I am working on learning how to solve matrix problems similar to this one and would appreciate an example if someone were willing to walk me through it.
Let T: $R^2$ -> $R^3$ Have the standard matrix $$ \begin{bmatrix} 1\space\space\space\space\ \ 2 \\ 2\space\ -1 \\ 1 \space\space\space\space\space\ \ 0 \end{bmatrix} $$ B is the basis $B$ = $ \{\ \begin{bmatrix} 1 \\ 1 \end{bmatrix} \ \ ,\ \begin{bmatrix} 1 \\ -1 \end{bmatrix} \ \}\ of \space R^2 $$ \quad \text {C is the Basis} \ C = $$ \{ \begin{bmatrix} 1 \\ 0 \\ 1 \end{bmatrix} , \begin{bmatrix} 0 \\ 1 \\ 1 \end{bmatrix} , \begin{bmatrix} 1 \\ 1 \\ 0 \end{bmatrix}\} \space of \space R^3$ Find the matrix for $T$ relative to the Bases $B$ and $C$
Any suggestions will be appreciated
You know that $T(1,1)=T(1,0)+T(0,1)=(1,2,1)+(2,-1,0)=(3,1,1)$. Now you need to find the vector $(3,1,1)$ w.r.t. the basis $C$. Thus you need to solve the following system of equations:
$$\begin{pmatrix} 1&0&1&\mid&3\\ 0&1&1&\mid&1\\ 1&1&0&\mid&1 \end{pmatrix}=\begin{pmatrix} 1&0&1&\mid&3\\ 0&1&1&\mid&1\\ 0&1&-1&\mid&-2 \end{pmatrix}=\begin{pmatrix} 1&0&0&\mid&\frac{3}{2}\\ 0&1&0&\mid&-\frac{1}{2}\\ 0&0&1&\mid&\frac{3}{2} \end{pmatrix}$$
Hence $(3,1,1)=\frac{3}{2}(1,0,1)-\frac{1}{2}(0,1,1)+\frac{3}{2}(1,1,0)$. It follows that the matrix of $T$ w.r.t. the bases $B$ and $C$ is given by $$\begin{pmatrix} \frac{3}{2}&*\\ -\frac{1}{2}&*\\ \frac{3}{2}&* \end{pmatrix}$$.

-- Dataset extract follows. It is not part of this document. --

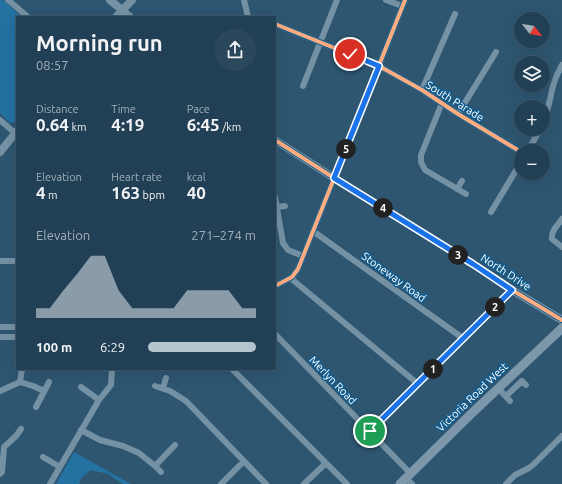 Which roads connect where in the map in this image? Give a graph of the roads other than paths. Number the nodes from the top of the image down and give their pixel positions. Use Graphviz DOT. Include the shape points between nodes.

Find the second column yourself. The key is to remember that the matrix of a transformation $P$ w.r.t. the bases $A$ and $B$ is given by the following procedure:
Find $P(a_i)$ ($P$ applied to the $i$-th basisvector of $A$). Write $P(a_i)=\sum_{j}\lambda_{ji}b_j$. That is, write $P(a_i)$ w.r.t. the basis $B$. The coefficients $\lambda_{ji}$ make up the $i$-th column of the matrix that we are looking for.